WASHINGTON -- The Federal Reserve appears to be moving toward announcing some new step to try to energize the troubled U.S. economy. The question is whether it will do so after its policy meeting this week.
Probably not, many economists say.
The U.S. economy grew at an annual rate of just 1.5 percent from April through June, less than the 2 percent rate in the first quarter. But many analysts say the economy hasn't slowed enough to compel the Fed to announce further help immediately.
Still, Fed officials have signaled their concern about weakening job growth and consumer spending, which have brought the economy closer to a standstill. Chairman Ben Bernanke has said the Fed is prepared to take further action if unemployment stays high.

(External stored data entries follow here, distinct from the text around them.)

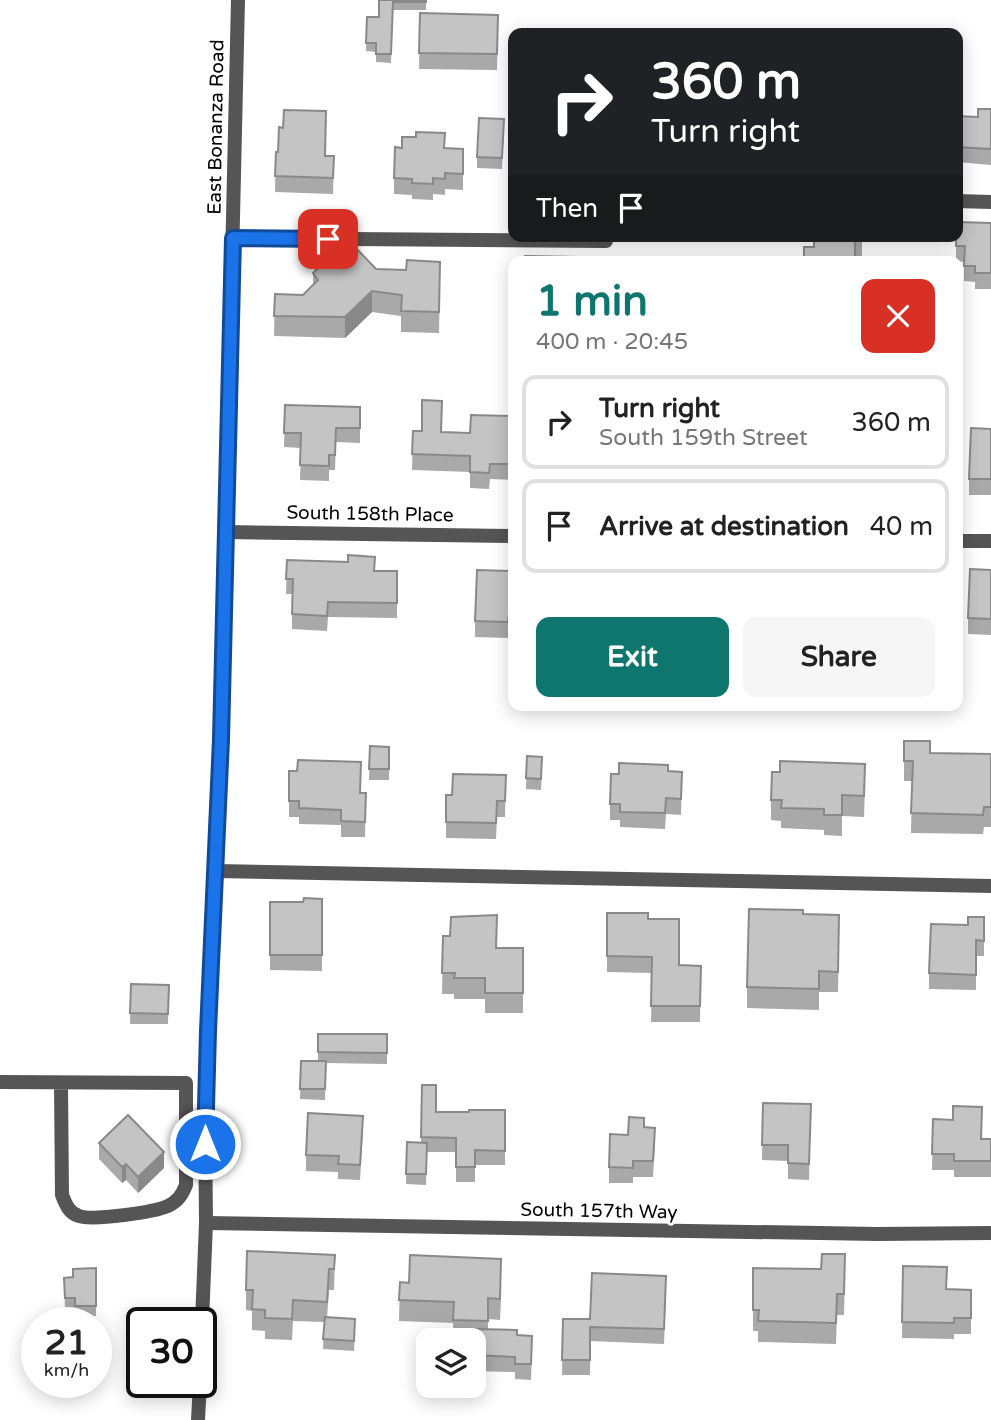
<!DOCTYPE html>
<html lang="en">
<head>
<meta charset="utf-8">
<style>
  body { margin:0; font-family:"Varela Round",sans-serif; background:#f6f6f6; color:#222; height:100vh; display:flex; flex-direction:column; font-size:26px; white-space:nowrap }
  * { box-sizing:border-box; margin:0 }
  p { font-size:23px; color:#767676 }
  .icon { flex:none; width:38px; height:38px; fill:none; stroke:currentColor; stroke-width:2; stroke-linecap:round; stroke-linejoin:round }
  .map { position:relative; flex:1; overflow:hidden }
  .sheet { position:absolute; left:508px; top:256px; width:455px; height:455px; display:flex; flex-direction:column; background:#fff; border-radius:14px; box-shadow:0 4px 18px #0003 }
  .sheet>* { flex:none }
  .banner { position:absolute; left:508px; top:28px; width:455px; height:214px; border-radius:14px; box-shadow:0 4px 18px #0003; background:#202124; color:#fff; overflow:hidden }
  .buttons { position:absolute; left:416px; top:1328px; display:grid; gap:14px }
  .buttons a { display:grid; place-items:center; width:70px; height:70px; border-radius:14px; background:#fff; box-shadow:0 4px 18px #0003; font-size:35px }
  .speed { position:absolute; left:21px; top:1307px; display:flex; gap:14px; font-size:35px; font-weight:700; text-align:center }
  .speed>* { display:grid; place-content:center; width:91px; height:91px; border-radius:50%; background:#fff; box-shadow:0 4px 18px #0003; line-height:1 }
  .speed small { font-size:18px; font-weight:400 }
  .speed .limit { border:4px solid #111; border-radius:10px; background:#fff; color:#111 }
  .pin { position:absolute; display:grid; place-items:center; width:60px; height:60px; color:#fff; margin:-30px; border-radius:14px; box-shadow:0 4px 10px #0006 }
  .me { position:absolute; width:77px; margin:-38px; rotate:0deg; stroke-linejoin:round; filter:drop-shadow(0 0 5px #0008) }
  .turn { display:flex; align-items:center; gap:24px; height:147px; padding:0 28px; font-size:32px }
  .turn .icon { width:91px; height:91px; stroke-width:2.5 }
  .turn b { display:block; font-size:49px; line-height:60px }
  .then { display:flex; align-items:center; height:66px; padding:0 28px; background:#0003; gap:14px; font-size:26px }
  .round { display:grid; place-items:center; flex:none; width:74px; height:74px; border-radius:14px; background:#f6f6f6 }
  .summary { display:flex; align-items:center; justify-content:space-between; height:119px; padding:0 28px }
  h1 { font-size:42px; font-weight:700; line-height:52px; color:#0f766e }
  .action { display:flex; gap:14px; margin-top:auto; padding:14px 28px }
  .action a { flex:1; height:80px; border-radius:14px; background:#0f766e; color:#fff; font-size:28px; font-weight:700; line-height:80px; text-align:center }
  .action a+a { background:#f6f6f6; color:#222 }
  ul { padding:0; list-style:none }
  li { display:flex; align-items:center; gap:21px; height:94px; margin:0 14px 10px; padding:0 14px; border:4px solid #e0e0e0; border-radius:14px }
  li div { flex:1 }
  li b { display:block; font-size:26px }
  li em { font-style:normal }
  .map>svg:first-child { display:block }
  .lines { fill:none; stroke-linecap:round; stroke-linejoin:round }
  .minor { stroke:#555; stroke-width:14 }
  .wall { fill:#a9a9a9 }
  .shaded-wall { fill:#898989 }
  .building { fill:#c4c4c4; stroke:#898989; stroke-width:2 }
  .route-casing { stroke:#114b97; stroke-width:18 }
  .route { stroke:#1a73e8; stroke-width:12 }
  .labels { text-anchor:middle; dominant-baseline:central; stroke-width:6; stroke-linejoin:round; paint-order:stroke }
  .street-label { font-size:19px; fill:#000; stroke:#fff }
</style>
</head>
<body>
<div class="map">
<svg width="991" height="1420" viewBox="0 0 991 1420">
  <rect width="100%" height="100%" fill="#fff"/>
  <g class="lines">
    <g class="minor">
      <polyline points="957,201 991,202"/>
      <polyline points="233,238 606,241"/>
      <polyline points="226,532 513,536"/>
      <polyline points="957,541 991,541"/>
      <polyline points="216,871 991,886"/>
      <path d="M 0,1082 L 186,1083 L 186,1185 C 182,1195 178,1201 168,1206 C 155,1212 93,1221 79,1216 C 69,1213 66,1205 62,1195 L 61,1084"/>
      <polyline points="206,1223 877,1234 991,1233"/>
      <polyline points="201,1346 206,1223 205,1118 208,1031 221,739 238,0"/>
      <polyline points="198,1420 200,1382"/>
    </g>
  </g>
  <g class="wall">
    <polygon points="379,0 426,0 426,10 393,10 391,63 376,62 376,52 366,51 367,17 379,17"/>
    <polygon points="420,13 498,15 497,70 419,69"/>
    <polygon points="991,109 991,165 957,162 957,116 978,117"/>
    <polygon points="326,127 325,156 334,156 333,194 275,192 276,152 278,152"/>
    <polygon points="504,130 502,169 477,168 477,157"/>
    <polygon points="445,148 463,149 463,190 445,189 445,195 433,194 433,200 412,199 412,195 394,194 394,178"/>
    <polygon points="991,223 991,289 975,289 975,282 964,281 964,262 956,261 956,236"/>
    <polygon points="862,236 862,256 855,256 814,247"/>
    <polygon points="338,262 440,282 439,333 401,332 401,316 372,312 345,338 274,336 275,294 303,295 313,285 313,273"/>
    <polygon points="285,405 360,407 360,443 336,442 335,470 329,470 329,481 300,480 301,448 284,447"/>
    <polygon points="513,416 513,480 490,479 489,489 470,488 470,472 412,470 413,431 470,433"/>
    <polygon points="991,429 991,495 969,495 969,479"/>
    <polygon points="287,560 375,571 397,571 397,618 328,617 327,631 292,629 292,594 286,594"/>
    <polygon points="991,570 991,635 968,634 968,618"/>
    <polygon points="510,575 513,575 513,630 509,630 508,638 475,637 475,621"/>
    <polygon points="904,741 930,753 991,754 991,827 984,827 983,834 911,833 912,781 904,781"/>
    <polygon points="370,746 389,747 389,780 369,780"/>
    <polygon points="527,756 542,767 541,790 526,789"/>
    <polygon points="289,771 361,793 366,793 365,837 341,837 341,825 299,824 299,817 289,817"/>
    <polygon points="668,771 682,772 681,815 666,814 665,829 620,827 620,820 610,820 610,804 619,774"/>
    <polygon points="506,775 505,817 497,817 496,839 446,838 446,822 452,795"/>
    <polygon points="865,785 864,817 842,816 842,836 824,835 824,830 781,828 781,821 771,820 771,800"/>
    <polygon points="322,899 322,971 270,970 270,902 303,902"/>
    <polygon points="607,913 648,919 679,965 701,966 700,1022 651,1022 652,973 607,972"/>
    <polygon points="803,914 839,936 838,992 819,992 819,1010 747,1008 747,987"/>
    <polygon points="984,917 984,956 976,956 976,990 929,989 929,973 968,925"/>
    <polygon points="443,936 496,948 523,948 523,1013 485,1013 485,999 454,999 454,994 442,994"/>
    <polygon points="131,984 169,985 168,1024 130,1024"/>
    <polygon points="318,1034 387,1034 387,1064 326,1063 325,1100 300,1099 301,1061 318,1061"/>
    <polygon points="422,1085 436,1112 505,1110 505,1165 475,1165 475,1182 456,1182 456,1152 427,1152 426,1185 406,1184 407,1142 421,1143"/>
    <polygon points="763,1103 811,1104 809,1180 788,1179 788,1161 762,1160"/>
    <polygon points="933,1119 982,1139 991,1139 991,1177 954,1177 954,1170 932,1170"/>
    <polygon points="644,1127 655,1144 653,1177 633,1177 633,1183 609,1183 609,1167 628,1135"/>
    <polygon points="363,1132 360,1180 338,1179 338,1172 306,1171 306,1155"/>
    <polygon points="99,1143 164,1168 138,1193 126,1180 122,1183 99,1159"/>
    <polygon points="335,1255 334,1290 329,1290 327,1318 355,1330 354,1351 323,1349 324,1322 293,1321 292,1340 265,1339 265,1331 252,1330 252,1311 246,1310 246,1290"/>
    <polygon points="903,1266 947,1289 971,1290 971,1334 954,1334 954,1339 902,1338"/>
    <polygon points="96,1268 96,1316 75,1317 75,1309 65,1309 64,1278 73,1277"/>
    <polygon points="753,1268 845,1275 844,1315 837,1315 836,1344 758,1342 758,1331 753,1331"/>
    <polygon points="501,1279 500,1320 488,1319 488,1329 517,1335 532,1352 531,1380 515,1379 515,1372 475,1371 476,1341 453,1340 453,1323 399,1321 400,1282"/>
    <polygon points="666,1291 664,1344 590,1341 590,1375 562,1375 563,1319 590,1319"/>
  </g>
  <g class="shaded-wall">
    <polygon points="372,291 372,312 345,338 345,317"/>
    <polygon points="164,1152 164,1168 138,1193 138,1177"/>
    <polygon points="126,1164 126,1180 122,1183 122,1167"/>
    <polygon points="501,1259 501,1279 500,1320 500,1299"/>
  </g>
  <g class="building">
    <polygon points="379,0 426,0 426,2 393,2 391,54 376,54 376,43 366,43 367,17 379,17"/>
    <polygon points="420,13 498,15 497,54 419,53"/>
    <polygon points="978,109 991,109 991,149 957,147 957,116 978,117"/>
    <polygon points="284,110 326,111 325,156 334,156 333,178 275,176 276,152 278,152 279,127 283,128"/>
    <polygon points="479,118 504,119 502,158 477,157"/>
    <polygon points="416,132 445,133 444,148 463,149 463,174 445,173 445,179 433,178 433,184 412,183 412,179 394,178 395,147 402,148 402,137 416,137"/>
    <polygon points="957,222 991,223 991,273 975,273 975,266 964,266 965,246 956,246 956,236 957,236"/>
    <polygon points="814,236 862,236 862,241 855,241 855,261 804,261 804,247 814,247"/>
    <polygon points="354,246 376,269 406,270 407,260 440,262 439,312 401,311 402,295 372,291 345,317 274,316 275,294 303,295 318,280 313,273 331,255 338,262"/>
    <polygon points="525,256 578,257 578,261 524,261"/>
    <polygon points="422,400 442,401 441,432 470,433 471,415 513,416 513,464 490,464 489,473 470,472 470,456 412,454 413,431 422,431"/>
    <polygon points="285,405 360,407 360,428 336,428 335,455 329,455 329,466 300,465 301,433 284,433"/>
    <polygon points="971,428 991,429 991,479 969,479"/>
    <polygon points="348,555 375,557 374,571 397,571 397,603 328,602 327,616 292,614 293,579 286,579 287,560 348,562"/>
    <polygon points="970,569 991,570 991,619 968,618"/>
    <polygon points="477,570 510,571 510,575 513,575 513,614 509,614 508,622 475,621"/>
    <polygon points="904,741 930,741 930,753 991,754 991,807 984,807 983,815 911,813 913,761 904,761"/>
    <polygon points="370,746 389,747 389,769 369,769"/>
    <polygon points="527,756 542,757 541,779 526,778"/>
    <polygon points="298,760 361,762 360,793 366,793 365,822 341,821 341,810 299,808 299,801 289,801 289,771 297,771"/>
    <polygon points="780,761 865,764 864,796 842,795 842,815 824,815 824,809 781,808 782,800 771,800 772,772 780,772"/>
    <polygon points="619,763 668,765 668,771 682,772 681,799 666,798 665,813 620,812 620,804 610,804 611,774 619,774"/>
    <polygon points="453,774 506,775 505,801 497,801 496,823 446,822 446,795 452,795"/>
    <polygon points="304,898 322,899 322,955 270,955 270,902 303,902"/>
    <polygon points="749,909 803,910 803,914 839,915 838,972 819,971 819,989 747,987"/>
    <polygon points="607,913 648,913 648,919 679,919 679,965 701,966 700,1006 651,1006 652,957 607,956"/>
    <polygon points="497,915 496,948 523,948 523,993 485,993 485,978 454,978 455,973 442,973 443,936 450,936 451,917"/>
    <polygon points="968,917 984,917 984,941 976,940 976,975 929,973 931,924 968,925"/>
    <polygon points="131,984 169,985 168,1014 130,1013"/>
    <polygon points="318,1034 387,1034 387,1053 318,1052"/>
    <polygon points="301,1061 326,1061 325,1089 300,1089"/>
    <polygon points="422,1085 436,1085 436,1112 469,1112 469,1110 505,1110 505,1151 475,1150 475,1167 456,1167 456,1138 421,1137"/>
    <polygon points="763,1103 811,1104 809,1164 788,1163 788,1145 762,1145"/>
    <polygon points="953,1106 982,1107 981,1139 991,1139 991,1161 954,1161 954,1154 932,1154 933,1119 953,1120"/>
    <polygon points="308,1113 363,1116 360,1165 338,1164 339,1156 306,1155"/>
    <polygon points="128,1115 164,1152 138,1177 126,1164 122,1167 99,1143"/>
    <polygon points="629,1117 644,1118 644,1127 655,1128 653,1161 633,1161 633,1168 609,1167 610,1134 628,1135"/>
    <polygon points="407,1142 427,1143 426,1174 406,1174"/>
    <polygon points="247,1251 335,1255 334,1269 329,1269 327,1302 293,1300 292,1319 265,1318 265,1310 252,1309 253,1290 246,1290"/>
    <polygon points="822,1254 845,1254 844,1294 837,1294 836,1323 758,1321 759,1310 753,1310 753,1268 821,1269"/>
    <polygon points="410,1255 501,1259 500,1299 488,1298 488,1321 453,1320 454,1302 399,1300 400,1282 409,1283"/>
    <polygon points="903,1266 947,1267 946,1289 971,1290 971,1318 954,1318 954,1323 902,1322"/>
    <polygon points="96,1268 96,1306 75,1306 75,1298 65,1298 64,1278 73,1277 73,1269"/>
    <polygon points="592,1273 666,1276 664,1329 590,1327 590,1360 562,1360 563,1319 590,1319"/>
    <polygon points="325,1317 355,1319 354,1341 323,1339"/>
    <polygon points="476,1329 517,1330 517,1335 532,1336 531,1364 515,1364 515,1357 475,1355"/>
  </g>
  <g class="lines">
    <g class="route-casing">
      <polyline id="route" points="205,1144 208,1031 221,739 233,238 328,239"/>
    </g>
    <use href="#route" class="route"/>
  </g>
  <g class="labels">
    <g class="street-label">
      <text transform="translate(216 127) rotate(-89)">East Bonanza Road</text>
      <text transform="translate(370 514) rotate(1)">South 158th Place</text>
      <text transform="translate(599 1211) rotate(1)">South 157th Way</text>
    </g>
  </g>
</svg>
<div class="buttons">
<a><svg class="icon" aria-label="layers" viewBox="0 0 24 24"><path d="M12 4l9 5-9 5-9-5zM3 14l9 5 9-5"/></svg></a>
</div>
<div class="speed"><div>21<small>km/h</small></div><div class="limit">30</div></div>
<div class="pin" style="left:328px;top:239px;background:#d93025"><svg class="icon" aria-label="arrive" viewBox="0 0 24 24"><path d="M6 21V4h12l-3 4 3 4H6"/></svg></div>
<svg class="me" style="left:205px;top:1144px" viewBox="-20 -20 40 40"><circle r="17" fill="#1a73e8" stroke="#fff" stroke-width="3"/><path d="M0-11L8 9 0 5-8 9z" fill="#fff"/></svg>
<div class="banner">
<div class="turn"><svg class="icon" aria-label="right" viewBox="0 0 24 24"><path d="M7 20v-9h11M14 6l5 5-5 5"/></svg><div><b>360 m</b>Turn right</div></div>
<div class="then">Then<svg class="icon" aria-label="arrive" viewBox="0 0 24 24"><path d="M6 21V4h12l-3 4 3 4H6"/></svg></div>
</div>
<section class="sheet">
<div class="summary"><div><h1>1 min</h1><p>400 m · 20:45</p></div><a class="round" style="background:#d93025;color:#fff"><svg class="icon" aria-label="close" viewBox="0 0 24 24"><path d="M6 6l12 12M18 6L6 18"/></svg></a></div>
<ul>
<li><svg class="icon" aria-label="right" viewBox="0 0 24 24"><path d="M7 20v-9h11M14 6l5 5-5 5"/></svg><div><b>Turn right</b><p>South 159th Street</p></div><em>360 m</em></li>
<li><svg class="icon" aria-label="arrive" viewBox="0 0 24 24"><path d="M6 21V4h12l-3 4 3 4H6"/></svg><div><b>Arrive at destination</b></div><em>40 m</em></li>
</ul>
<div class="action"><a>Exit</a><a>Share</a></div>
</section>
</div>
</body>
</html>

What that action might be isn't clear. The Fed has already pursued two rounds of purchases of Treasury bonds and mortgage-backed securities to cut long-term interest rates and encourage borrowing and spending. These programs are called quantitative easing.
The Fed has also extended a program called Operation Twist. Under this program, the Fed sells short-term Treasurys and buys longer-term Treasurys.
"I think they are inching towards another round of quantitative easing, but I am not convinced they will get there at this meeting," said Paul Edelstein, director of financial economics at IHS Global Economics.
The Fed meeting is one of three big events this week that investors and economists will pay close attention to. The European Central Bank meets on Thursday, and the U.S. Labor Department releases the July jobs report on Friday.
Markets surged last week after ECB President Mario Draghi said last Thursday that central bank would do "whatever it takes" to preserve the euro. Over the following days, the leaders of Germany, France and Italy also said they would do all they can to protect the 17-country currency union. The comments raised expectations that the ECB might step in to buy Spanish and perhaps Italian government bonds to lower the countries' borrowing costs.
Economists forecast that U.S. employers added 100,000 jobs in July. That would be only slightly better than the 75,000 a month from April through June and still down from a healthy 226,000 average in the first three months of the year. The unemployment rate is expected to stay at 8.2 percent.
Even if the Fed did act, few think that further lowering long-term rates would provide much benefit to the U.S. economy. Most businesses and consumers who aren't borrowing now aren't likely to change their minds if rates slipped a bit more.
The yield on the benchmark 10-year Treasury note is already just above its record low of 1.39 percent, which it touched last week. The national average rate for a new-car loan barely tops 3 percent. And the average on a 30-year fixed-rate mortgage fell below 3.5 percent last week for the first time on records dating back 60 years.
If the Fed doesn't announce any new steps this week, most economists expect it to unveil action after its next policy meeting in September. By then, the Fed will have received more data on the economy's health, especially how much hiring occurred in July and August. Bernanke will also have had more time to build support for further bond buying -- a move that isn't embraced by everyone on the Fed's policy committee.
Some regional Fed bank presidents, for example, have expressed concern that expanding the Fed's investment portfolio beyond its current record $2.9 trillion to try to lower rates more would heighten the risk of high inflation later.
"Various Fed officials have made it pretty clear they want to do something, but they still have a lot of discussion to go through before they get to a decision," said Diane Swonk, chief economist at Mesirow Financial in Chicago. "How do you get the biggest bang for the dollar when the ammunition you have left is limited?"
Some analysts have also suggested that the Fed might be reluctant to act aggressively as the November election nears, out of concern it could be seen as affecting the vote.
If the Fed does announce further bond buying, some think the purchases might be divided between Treasurys and mortgage-backed securities. Though at record lows, mortgage rates are still higher than rates on some other loans. Further declines in those rates could help fuel home sales.
Bernanke has sounded most concerned about high unemployment. The reports on unemployment for July and August will help show whether the weak job creation this spring is persisting or whether employers have stepped up hiring.
As U.S. hiring as declined, so has consumer and business confidence. Worries have also intensified about Europe's debt crisis and whether the U.S. economy will fall off a "fiscal cliff" at the end of the year. That's when tax increases and deep spending cuts will take effect unless Congress reaches a budget deal. A recession could follow, Bernanke has warned.
Bernanke has noted that further bond purchases aren't the Fed's only option if it decides to do more. The Fed might choose instead, for example, to extend the timetable for keeping short-term interest rates at record lows beyond its target of late 2014. The Fed cut its benchmark federal funds rate to near zero in December 2008 and has left it there since.
Some economists said an adjustment of the Fed's target date for any rate increase is also possible as an interim step before further bond buying.
Paul Dales, senior economist at Capital Economics, said he sees a Fed decision to launch a new bond buying program as a 50-50 prospect between now and the end of 2012.